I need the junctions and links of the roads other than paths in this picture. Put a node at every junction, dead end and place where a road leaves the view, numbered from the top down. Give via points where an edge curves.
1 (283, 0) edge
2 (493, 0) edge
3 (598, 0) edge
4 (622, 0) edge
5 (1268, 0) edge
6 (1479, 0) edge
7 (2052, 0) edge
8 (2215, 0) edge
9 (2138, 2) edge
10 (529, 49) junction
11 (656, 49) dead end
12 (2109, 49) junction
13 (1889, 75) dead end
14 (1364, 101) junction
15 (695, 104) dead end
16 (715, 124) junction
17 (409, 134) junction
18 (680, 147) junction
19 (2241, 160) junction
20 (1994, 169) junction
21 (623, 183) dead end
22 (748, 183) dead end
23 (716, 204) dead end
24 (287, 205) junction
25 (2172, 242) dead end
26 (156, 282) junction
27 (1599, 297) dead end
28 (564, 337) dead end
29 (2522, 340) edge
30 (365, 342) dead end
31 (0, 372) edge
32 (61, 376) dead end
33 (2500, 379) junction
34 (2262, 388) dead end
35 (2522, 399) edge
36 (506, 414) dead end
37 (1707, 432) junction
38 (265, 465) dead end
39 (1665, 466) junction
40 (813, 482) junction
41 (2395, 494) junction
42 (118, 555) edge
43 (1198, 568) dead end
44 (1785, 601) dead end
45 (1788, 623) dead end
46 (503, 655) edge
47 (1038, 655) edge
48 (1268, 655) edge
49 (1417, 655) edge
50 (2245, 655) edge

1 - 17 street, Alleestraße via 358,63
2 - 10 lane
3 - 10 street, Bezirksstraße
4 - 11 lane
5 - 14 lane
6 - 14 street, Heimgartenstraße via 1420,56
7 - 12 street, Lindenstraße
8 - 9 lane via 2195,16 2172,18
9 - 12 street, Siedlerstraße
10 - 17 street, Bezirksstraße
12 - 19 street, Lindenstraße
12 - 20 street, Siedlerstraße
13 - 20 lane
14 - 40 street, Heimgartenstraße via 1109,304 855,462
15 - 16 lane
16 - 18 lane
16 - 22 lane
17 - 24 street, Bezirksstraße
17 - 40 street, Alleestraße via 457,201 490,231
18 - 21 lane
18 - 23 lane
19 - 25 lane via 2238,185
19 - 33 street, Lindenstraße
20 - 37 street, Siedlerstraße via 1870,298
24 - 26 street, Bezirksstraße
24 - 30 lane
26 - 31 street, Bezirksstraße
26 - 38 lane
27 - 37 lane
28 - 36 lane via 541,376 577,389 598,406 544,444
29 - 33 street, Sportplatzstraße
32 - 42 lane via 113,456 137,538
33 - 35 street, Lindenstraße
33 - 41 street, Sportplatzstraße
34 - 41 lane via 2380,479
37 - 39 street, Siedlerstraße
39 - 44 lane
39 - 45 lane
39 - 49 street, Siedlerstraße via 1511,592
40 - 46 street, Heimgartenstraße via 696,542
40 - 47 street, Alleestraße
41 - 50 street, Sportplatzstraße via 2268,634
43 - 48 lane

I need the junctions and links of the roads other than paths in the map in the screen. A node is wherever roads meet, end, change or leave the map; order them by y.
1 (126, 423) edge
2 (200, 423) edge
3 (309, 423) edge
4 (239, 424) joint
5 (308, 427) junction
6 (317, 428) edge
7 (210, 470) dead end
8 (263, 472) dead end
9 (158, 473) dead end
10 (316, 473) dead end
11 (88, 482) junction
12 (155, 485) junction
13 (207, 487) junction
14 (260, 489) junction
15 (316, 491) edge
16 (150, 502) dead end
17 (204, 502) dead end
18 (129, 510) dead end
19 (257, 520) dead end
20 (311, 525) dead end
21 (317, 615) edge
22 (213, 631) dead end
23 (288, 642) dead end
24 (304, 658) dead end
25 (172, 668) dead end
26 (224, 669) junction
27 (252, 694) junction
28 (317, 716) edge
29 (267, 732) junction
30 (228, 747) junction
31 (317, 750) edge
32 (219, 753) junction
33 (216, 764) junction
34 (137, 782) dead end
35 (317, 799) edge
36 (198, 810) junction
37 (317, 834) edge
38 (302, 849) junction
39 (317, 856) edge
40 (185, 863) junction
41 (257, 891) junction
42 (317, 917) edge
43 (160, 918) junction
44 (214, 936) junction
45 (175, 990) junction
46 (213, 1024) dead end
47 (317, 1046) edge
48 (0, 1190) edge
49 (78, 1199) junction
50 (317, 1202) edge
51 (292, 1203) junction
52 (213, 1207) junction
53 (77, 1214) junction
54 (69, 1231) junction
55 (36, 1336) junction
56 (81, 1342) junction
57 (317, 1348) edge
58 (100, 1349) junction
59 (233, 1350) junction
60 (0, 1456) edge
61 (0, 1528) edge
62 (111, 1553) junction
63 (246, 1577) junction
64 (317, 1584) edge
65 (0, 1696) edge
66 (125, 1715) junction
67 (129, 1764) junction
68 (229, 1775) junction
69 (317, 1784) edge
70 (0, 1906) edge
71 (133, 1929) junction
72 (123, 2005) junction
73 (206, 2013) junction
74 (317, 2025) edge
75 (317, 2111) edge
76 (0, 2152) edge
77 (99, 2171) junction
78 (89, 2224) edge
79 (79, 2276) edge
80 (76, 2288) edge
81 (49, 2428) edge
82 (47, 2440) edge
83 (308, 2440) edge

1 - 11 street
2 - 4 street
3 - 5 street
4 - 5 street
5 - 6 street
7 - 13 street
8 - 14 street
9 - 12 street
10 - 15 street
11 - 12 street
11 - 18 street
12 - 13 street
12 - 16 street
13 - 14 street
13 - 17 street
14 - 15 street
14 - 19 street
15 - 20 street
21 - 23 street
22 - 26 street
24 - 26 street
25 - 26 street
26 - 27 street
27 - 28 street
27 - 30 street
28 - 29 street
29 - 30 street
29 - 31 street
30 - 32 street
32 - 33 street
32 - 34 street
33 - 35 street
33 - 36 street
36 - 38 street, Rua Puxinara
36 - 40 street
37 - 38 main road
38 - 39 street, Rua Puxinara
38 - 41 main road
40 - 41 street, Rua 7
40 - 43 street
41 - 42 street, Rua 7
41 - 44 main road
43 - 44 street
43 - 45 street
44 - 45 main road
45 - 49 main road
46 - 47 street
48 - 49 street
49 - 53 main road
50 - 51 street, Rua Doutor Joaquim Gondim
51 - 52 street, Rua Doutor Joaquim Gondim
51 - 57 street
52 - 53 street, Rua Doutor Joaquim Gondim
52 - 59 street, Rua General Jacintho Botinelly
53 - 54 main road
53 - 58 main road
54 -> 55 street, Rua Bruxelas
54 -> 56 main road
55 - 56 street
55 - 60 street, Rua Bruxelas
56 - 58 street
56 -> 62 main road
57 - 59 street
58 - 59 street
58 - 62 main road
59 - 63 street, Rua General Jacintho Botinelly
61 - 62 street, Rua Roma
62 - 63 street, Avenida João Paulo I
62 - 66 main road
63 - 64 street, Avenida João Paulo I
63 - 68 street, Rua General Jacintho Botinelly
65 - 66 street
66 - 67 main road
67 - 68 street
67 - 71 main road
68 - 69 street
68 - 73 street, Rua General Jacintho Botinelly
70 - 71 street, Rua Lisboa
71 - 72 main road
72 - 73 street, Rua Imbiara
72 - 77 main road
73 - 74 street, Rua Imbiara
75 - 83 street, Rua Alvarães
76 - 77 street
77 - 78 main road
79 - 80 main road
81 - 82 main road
———
* [Task instructions]
All of the entries are to be set down again without alteration.

* [Task response]
I need the junctions and links of the roads other than paths in this picture. Put a node at every junction, dead end and place where a road leaves the view, numbered from the top down. Give via points where an edge curves.
1 (283, 0) edge
2 (493, 0) edge
3 (598, 0) edge
4 (622, 0) edge
5 (1268, 0) edge
6 (1479, 0) edge
7 (2052, 0) edge
8 (2215, 0) edge
9 (2138, 2) edge
10 (529, 49) junction
11 (656, 49) dead end
12 (2109, 49) junction
13 (1889, 75) dead end
14 (1364, 101) junction
15 (695, 104) dead end
16 (715, 124) junction
17 (409, 134) junction
18 (680, 147) junction
19 (2241, 160) junction
20 (1994, 169) junction
21 (623, 183) dead end
22 (748, 183) dead end
23 (716, 204) dead end
24 (287, 205) junction
25 (2172, 242) dead end
26 (156, 282) junction
27 (1599, 297) dead end
28 (564, 337) dead end
29 (2522, 340) edge
30 (365, 342) dead end
31 (0, 372) edge
32 (61, 376) dead end
33 (2500, 379) junction
34 (2262, 388) dead end
35 (2522, 399) edge
36 (506, 414) dead end
37 (1707, 432) junction
38 (265, 465) dead end
39 (1665, 466) junction
40 (813, 482) junction
41 (2395, 494) junction
42 (118, 555) edge
43 (1198, 568) dead end
44 (1785, 601) dead end
45 (1788, 623) dead end
46 (503, 655) edge
47 (1038, 655) edge
48 (1268, 655) edge
49 (1417, 655) edge
50 (2245, 655) edge

1 - 17 street, Alleestraße via 358,63
2 - 10 lane
3 - 10 street, Bezirksstraße
4 - 11 lane
5 - 14 lane
6 - 14 street, Heimgartenstraße via 1420,56
7 - 12 street, Lindenstraße
8 - 9 lane via 2195,16 2172,18
9 - 12 street, Siedlerstraße
10 - 17 street, Bezirksstraße
12 - 19 street, Lindenstraße
12 - 20 street, Siedlerstraße
13 - 20 lane
14 - 40 street, Heimgartenstraße via 1109,304 855,462
15 - 16 lane
16 - 18 lane
16 - 22 lane
17 - 24 street, Bezirksstraße
17 - 40 street, Alleestraße via 457,201 490,231
18 - 21 lane
18 - 23 lane
19 - 25 lane via 2238,185
19 - 33 street, Lindenstraße
20 - 37 street, Siedlerstraße via 1870,298
24 - 26 street, Bezirksstraße
24 - 30 lane
26 - 31 street, Bezirksstraße
26 - 38 lane
27 - 37 lane
28 - 36 lane via 541,376 577,389 598,406 544,444
29 - 33 street, Sportplatzstraße
32 - 42 lane via 113,456 137,538
33 - 35 street, Lindenstraße
33 - 41 street, Sportplatzstraße
34 - 41 lane via 2380,479
37 - 39 street, Siedlerstraße
39 - 44 lane
39 - 45 lane
39 - 49 street, Siedlerstraße via 1511,592
40 - 46 street, Heimgartenstraße via 696,542
40 - 47 street, Alleestraße
41 - 50 street, Sportplatzstraße via 2268,634
43 - 48 lane

I need the junctions and links of the roads other than paths in the map in the screen. A node is wherever roads meet, end, change or leave the map; order them by y.
1 (126, 423) edge
2 (200, 423) edge
3 (309, 423) edge
4 (239, 424) joint
5 (308, 427) junction
6 (317, 428) edge
7 (210, 470) dead end
8 (263, 472) dead end
9 (158, 473) dead end
10 (316, 473) dead end
11 (88, 482) junction
12 (155, 485) junction
13 (207, 487) junction
14 (260, 489) junction
15 (316, 491) edge
16 (150, 502) dead end
17 (204, 502) dead end
18 (129, 510) dead end
19 (257, 520) dead end
20 (311, 525) dead end
21 (317, 615) edge
22 (213, 631) dead end
23 (288, 642) dead end
24 (304, 658) dead end
25 (172, 668) dead end
26 (224, 669) junction
27 (252, 694) junction
28 (317, 716) edge
29 (267, 732) junction
30 (228, 747) junction
31 (317, 750) edge
32 (219, 753) junction
33 (216, 764) junction
34 (137, 782) dead end
35 (317, 799) edge
36 (198, 810) junction
37 (317, 834) edge
38 (302, 849) junction
39 (317, 856) edge
40 (185, 863) junction
41 (257, 891) junction
42 (317, 917) edge
43 (160, 918) junction
44 (214, 936) junction
45 (175, 990) junction
46 (213, 1024) dead end
47 (317, 1046) edge
48 (0, 1190) edge
49 (78, 1199) junction
50 (317, 1202) edge
51 (292, 1203) junction
52 (213, 1207) junction
53 (77, 1214) junction
54 (69, 1231) junction
55 (36, 1336) junction
56 (81, 1342) junction
57 (317, 1348) edge
58 (100, 1349) junction
59 (233, 1350) junction
60 (0, 1456) edge
61 (0, 1528) edge
62 (111, 1553) junction
63 (246, 1577) junction
64 (317, 1584) edge
65 (0, 1696) edge
66 (125, 1715) junction
67 (129, 1764) junction
68 (229, 1775) junction
69 (317, 1784) edge
70 (0, 1906) edge
71 (133, 1929) junction
72 (123, 2005) junction
73 (206, 2013) junction
74 (317, 2025) edge
75 (317, 2111) edge
76 (0, 2152) edge
77 (99, 2171) junction
78 (89, 2224) edge
79 (79, 2276) edge
80 (76, 2288) edge
81 (49, 2428) edge
82 (47, 2440) edge
83 (308, 2440) edge

1 - 11 street
2 - 4 street
3 - 5 street
4 - 5 street
5 - 6 street
7 - 13 street
8 - 14 street
9 - 12 street
10 - 15 street
11 - 12 street
11 - 18 street
12 - 13 street
12 - 16 street
13 - 14 street
13 - 17 street
14 - 15 street
14 - 19 street
15 - 20 street
21 - 23 street
22 - 26 street
24 - 26 street
25 - 26 street
26 - 27 street
27 - 28 street
27 - 30 street
28 - 29 street
29 - 30 street
29 - 31 street
30 - 32 street
32 - 33 street
32 - 34 street
33 - 35 street
33 - 36 street
36 - 38 street, Rua Puxinara
36 - 40 street
37 - 38 main road
38 - 39 street, Rua Puxinara
38 - 41 main road
40 - 41 street, Rua 7
40 - 43 street
41 - 42 street, Rua 7
41 - 44 main road
43 - 44 street
43 - 45 street
44 - 45 main road
45 - 49 main road
46 - 47 street
48 - 49 street
49 - 53 main road
50 - 51 street, Rua Doutor Joaquim Gondim
51 - 52 street, Rua Doutor Joaquim Gondim
51 - 57 street
52 - 53 street, Rua Doutor Joaquim Gondim
52 - 59 street, Rua General Jacintho Botinelly
53 - 54 main road
53 - 58 main road
54 -> 55 street, Rua Bruxelas
54 -> 56 main road
55 - 56 street
55 - 60 street, Rua Bruxelas
56 - 58 street
56 -> 62 main road
57 - 59 street
58 - 59 street
58 - 62 main road
59 - 63 street, Rua General Jacintho Botinelly
61 - 62 street, Rua Roma
62 - 63 street, Avenida João Paulo I
62 - 66 main road
63 - 64 street, Avenida João Paulo I
63 - 68 street, Rua General Jacintho Botinelly
65 - 66 street
66 - 67 main road
67 - 68 street
67 - 71 main road
68 - 69 street
68 - 73 street, Rua General Jacintho Botinelly
70 - 71 street, Rua Lisboa
71 - 72 main road
72 - 73 street, Rua Imbiara
72 - 77 main road
73 - 74 street, Rua Imbiara
75 - 83 street, Rua Alvarães
76 - 77 street
77 - 78 main road
79 - 80 main road
81 - 82 main road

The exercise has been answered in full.